Peabody Johns Hopkins University Magazine

Learning to Grow

Learning to Grow

By Lacey Ann Johnson

The Peabody Preparatory, long a Baltimore hub of arts instruction for children and teens, is dramatically expanding its programming to reach adults from a variety of music and dance backgrounds.

Learning to Grow
Illustration by Anna Godeassi

In the final session of his Intro to Music Production and Beatmaking course, hip-hop artist Wendel Patrick showed students how to interlace sounds from digital instruments to create music.

“It’s a little bit like making your own puzzle pieces, and then figuring out where you want to put them,” explained Patrick, as he arranged yellow and blue blocks — representing a drum loop and a bass loop — on a grid within his music editing software, Ableton Live. He tapped the space bar to play the newly formed sound clip, composed of beats from a digital snare drum, bass drum, and high hat.
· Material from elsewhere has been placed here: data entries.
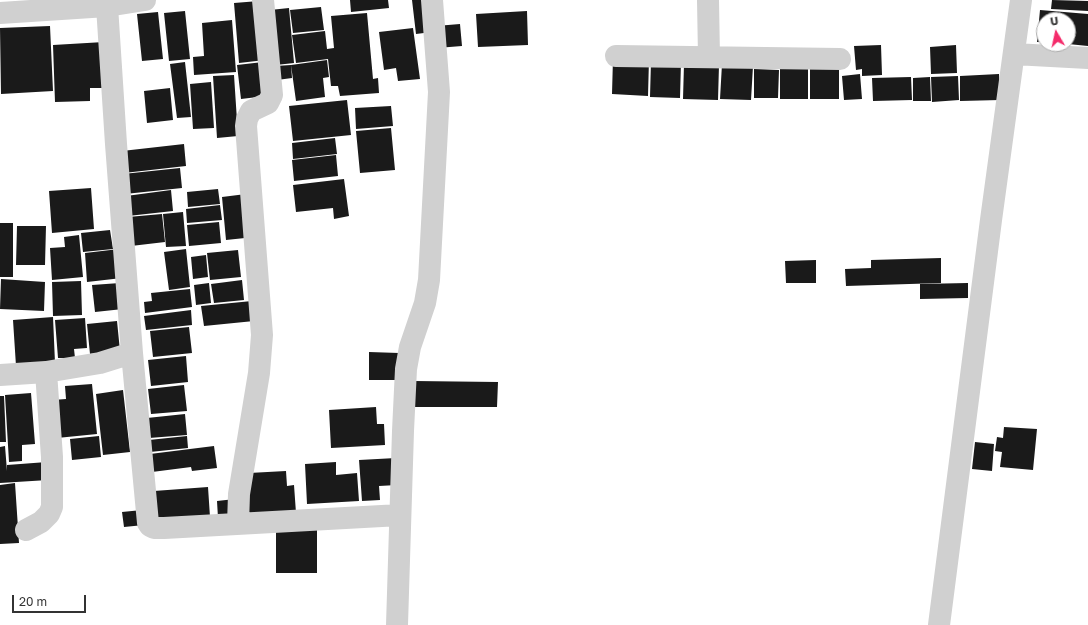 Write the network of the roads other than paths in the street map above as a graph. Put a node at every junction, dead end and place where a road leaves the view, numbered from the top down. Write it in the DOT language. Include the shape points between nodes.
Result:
graph roads {
  1 [pos="145,0"];
  2 [pos="263,0"];
  3 [pos="432,0"];
  4 [pos="708,0"];
  5 [pos="1021,0"];
  6 [pos="107,6"];
  7 [pos="0,13"];
  8 [pos="1014,54"];
  9 [pos="616,56"];
  10 [pos="709,57"];
  11 [pos="1088,58"];
  12 [pos="840,59"];
  13 [pos="132,353"];
  14 [pos="46,372"];
  15 [pos="0,375"];
  16 [pos="400,515"];
  17 [pos="238,524"];
  18 [pos="26,530"];
  19 [pos="396,625"];
  20 [pos="939,625"];
  1 -- 6 [label="street"];
  2 -- 17 [label="street" via="272,95 268,103 251,111 246,126 262,335 259,373 239,494"];
  3 -- 16 [label="street" via="439,92 429,280 425,304 410,347 406,369"];
  4 -- 10 [label="street"];
  5 -- 8 [label="street"];
  6 -- 7 [label="street"];
  6 -- 13 [label="street"];
  8 -- 11 [label="street"];
  8 -- 20 [label="street"];
  9 -- 10 [label="street"];
  10 -- 12 [label="street"];
  13 -- 14 [label="street"];
  13 -- 17 [label="street" via="148,523 154,528"];
  14 -- 15 [label="street"];
  14 -- 18 [label="street" via="52,457 52,507 41,522"];
  16 -- 17 [label="street"];
  16 -- 19 [label="street"];
} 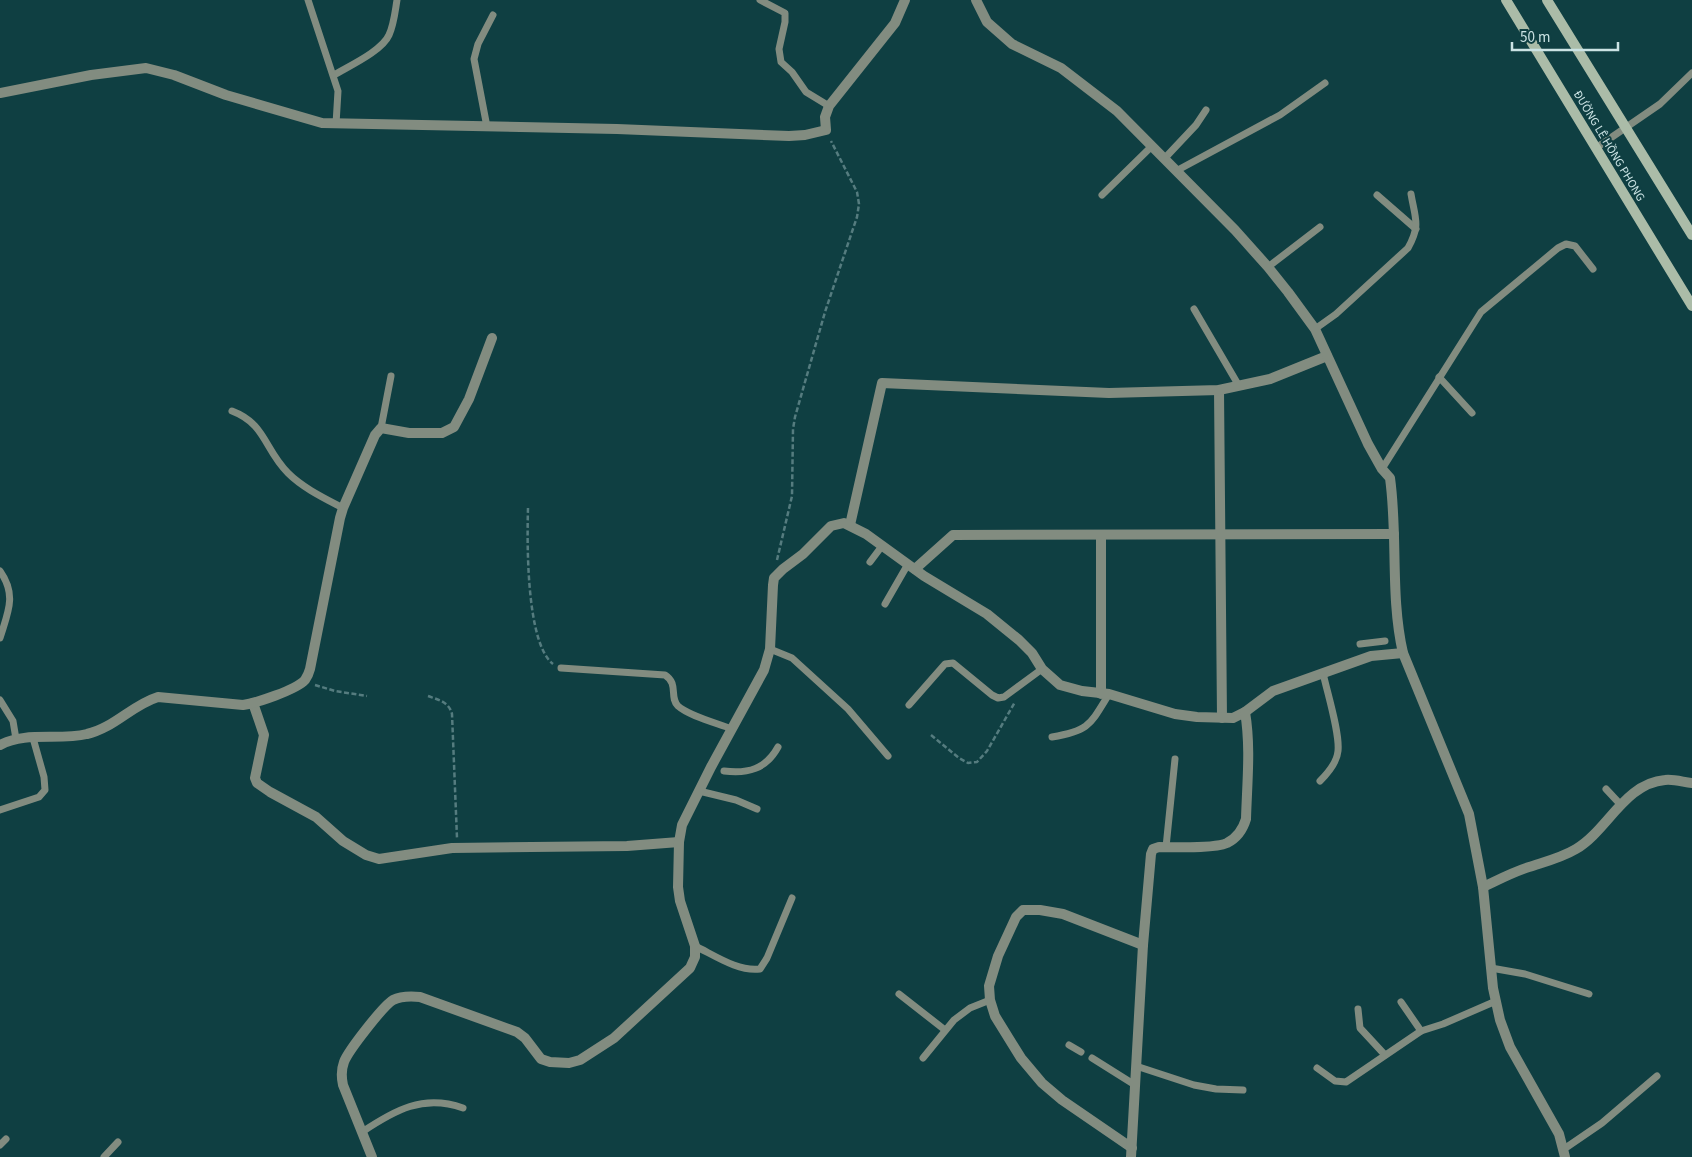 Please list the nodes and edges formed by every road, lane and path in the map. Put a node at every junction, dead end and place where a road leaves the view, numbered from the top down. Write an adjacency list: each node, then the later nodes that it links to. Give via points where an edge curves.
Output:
1 (308, 0): 10 (lane)
2 (397, 0): 10 (lane, via 388,37 376,50)
3 (760, 0): 13 (lane, via 784,13 779,50 781,62 806,92)
4 (905, 0): 13 (street, via 895,23)
5 (976, 0): 19 (street, via 987,22 1012,44 1061,68 1117,111)
6 (1506, 0): 20 (main road, ĐƯỜNG LÊ HỒNG PHONG)
7 (1547, 0): 16 (main road, ĐƯỜNG LÊ HỒNG PHONG)
8 (493, 15): 17 (lane, via 474,59)
9 (1692, 73): 16 (lane, via 1660,104)
10 (334, 76): 15 (lane, via 338,91)
11 (1325, 83): 22 (lane, via 1280,115)
12 (0, 93): 15 (street, via 90,75 146,68 322,123)
13 (829, 106): 18 (street, via 825,117)
14 (1206, 110): 21 (lane)
15 (336, 124): 17 (street)
16 (1626, 126): 20 (lane); 28 (main road, ĐƯỜNG LÊ HỒNG PHONG)
17 (487, 127): 18 (street, via 789,136)
18 (826, 130): 54 (path, via 860,204 795,417 792,496)
19 (1152, 146): 21 (street); 24 (lane)
20 (1596, 148): 31 (main road, ĐƯỜNG LÊ HỒNG PHONG)
21 (1164, 159): 22 (street)
22 (1176, 172): 29 (street)
23 (1411, 194): 27 (lane)
24 (1102, 195)
25 (1377, 195): 27 (lane)
26 (1320, 227): 29 (lane)
27 (1416, 229): 33 (lane, via 1408,248)
28 (1692, 235)
29 (1268, 267): 33 (street)
30 (1593, 269): 37 (lane, via 1575,246 1566,244 1558,248 1481,312)
31 (1692, 306)
32 (1194, 309): 38 (lane)
33 (1315, 329): 35 (street)
34 (492, 338): 42 (street, via 469,399 454,427 442,433 409,433)
35 (1327, 356): 38 (street, via 1270,379); 43 (street)
36 (391, 376): 42 (lane)
37 (1439, 377): 41 (lane); 43 (lane)
38 (1239, 386): 39 (street)
39 (1219, 390): 46 (street, via 1109,393 882,383); 49 (street)
40 (232, 411): 44 (lane, via 257,426 277,459 297,482)
41 (1472, 413)
42 (381, 428): 44 (street)
43 (1382, 470): 47 (street, via 1390,478)
44 (343, 508): 64 (street, via 310,669)
45 (528, 508): 61 (path, via 527,561 535,620 547,658)
46 (850, 525): 50 (street); 54 (street, via 831,526)
47 (1394, 534): 49 (street); 60 (street, via 1397,640)
48 (1101, 535): 49 (street); 52 (street, via 953,535); 66 (street)
49 (1220, 535): 73 (street)
50 (882, 546): 51 (lane); 52 (street)
51 (870, 562)
52 (912, 567): 55 (lane); 62 (street, via 987,614 1032,652)
53 (0, 571): 56 (lane, via 8,582 11,600)
54 (774, 578): 59 (street)
55 (885, 604)
56 (0, 638)
57 (1386, 641): 58 (lane)
58 (1360, 644)
59 (770, 649): 74 (street, via 764,670); 81 (lane, via 792,658 848,709)
60 (1403, 652): 63 (street, via 1371,656); 94 (street, via 1469,814)
61 (560, 668): 74 (lane, via 665,675 674,684 678,705)
62 (1042, 669): 65 (lane); 66 (street, via 1060,685 1082,692)
63 (1323, 673): 72 (street, via 1273,692); 84 (lane, via 1338,751 1336,762)
64 (305, 680): 67 (path, via 319,687); 70 (street)
65 (1027, 680): 71 (lane, via 998,698 949,663); 75 (path, via 987,751 976,762 968,763 959,758)
66 (1105, 694): 73 (street, via 1175,714); 76 (lane, via 1096,715 1086,727 1073,734)
67 (368, 696)
68 (428, 696): 93 (path, via 446,703 452,714)
69 (0, 700): 78 (lane, via 13,721)
70 (253, 703): 77 (street, via 243,705 158,697 146,700 89,734 70,738); 93 (street, via 264,735 255,778 257,784 316,818 366,855 379,858)
71 (909, 705)
72 (1245, 712): 73 (street, via 1233,718); 92 (street, via 1249,755 1243,829 1226,843)
73 (1222, 718)
74 (732, 729): 87 (street)
75 (931, 735)
76 (1052, 737)
77 (32, 738): 78 (street); 89 (lane, via 45,790 39,797)
78 (16, 739): 79 (street)
79 (0, 745)
80 (778, 747): 83 (lane, via 766,764 740,772)
81 (888, 756)
82 (1175, 759): 92 (lane)
83 (724, 772)
84 (1320, 781)
85 (1692, 783): 88 (street, via 1657,781)
86 (1606, 789): 88 (lane)
87 (699, 791): 90 (lane, via 736,800); 91 (street, via 682,826)
88 (1620, 804): 94 (street, via 1599,830 1575,850)
89 (0, 810)
90 (757, 810)
91 (679, 842): 93 (street, via 627,846); 97 (street, via 680,902)
92 (1166, 847): 96 (street, via 1153,849 1151,854)
93 (458, 848)
94 (1482, 887): 98 (street)
95 (792, 898): 97 (lane, via 760,969 742,968)
96 (1143, 945): 101 (street, via 1063,914 1023,910 1016,917 998,956 990,986); 112 (street)
97 (695, 946): 118 (street, via 690,968 614,1038 580,1060 569,1063 541,1059 517,1032 420,997 406,996 394,1000 383,1007 350,1052 341,1072)
98 (1491, 968): 100 (lane, via 1525,974); 102 (street)
99 (898, 994): 105 (lane)
100 (1590, 994)
101 (990, 1000): 105 (lane, via 970,1008); 122 (street, via 995,1016 1021,1058 1042,1083)
102 (1496, 1001): 106 (lane); 123 (street, via 1510,1047 1553,1122)
103 (1401, 1002): 106 (lane)
104 (1358, 1009): 109 (lane, via 1360,1028)
105 (945, 1030): 110 (lane)
106 (1421, 1031): 109 (lane)
107 (1069, 1045): 108 (lane)
108 (1082, 1052)
109 (1385, 1055): 113 (lane, via 1346,1082 1335,1082)
110 (923, 1058)
111 (1092, 1058): 115 (lane)
112 (1136, 1066): 115 (street); 116 (lane, via 1194,1086)
113 (1317, 1068)
114 (1657, 1076): 123 (lane)
115 (1135, 1085): 122 (street)
116 (1243, 1090)
117 (463, 1108): 118 (lane, via 440,1102 424,1103 400,1109)
118 (362, 1132): 125 (street)
119 (6, 1139): 121 (lane)
120 (118, 1142): 124 (lane)
121 (0, 1145)
122 (1131, 1153)
123 (1565, 1153)
124 (104, 1157)
125 (372, 1157)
Along the right-hand side of his screen were the faces of students watching via Zoom. One young man wearing headphones bobbed his head to the beat. A woman with glasses leaned in to get a better view. A father and his teenage son, who were taking the course from separate rooms of their house, listened intently. Some students lived just a few blocks from Peabody’s campus in Baltimore, while others were logged in from as far away as Jamaica, Texas, Detroit, and Vermont.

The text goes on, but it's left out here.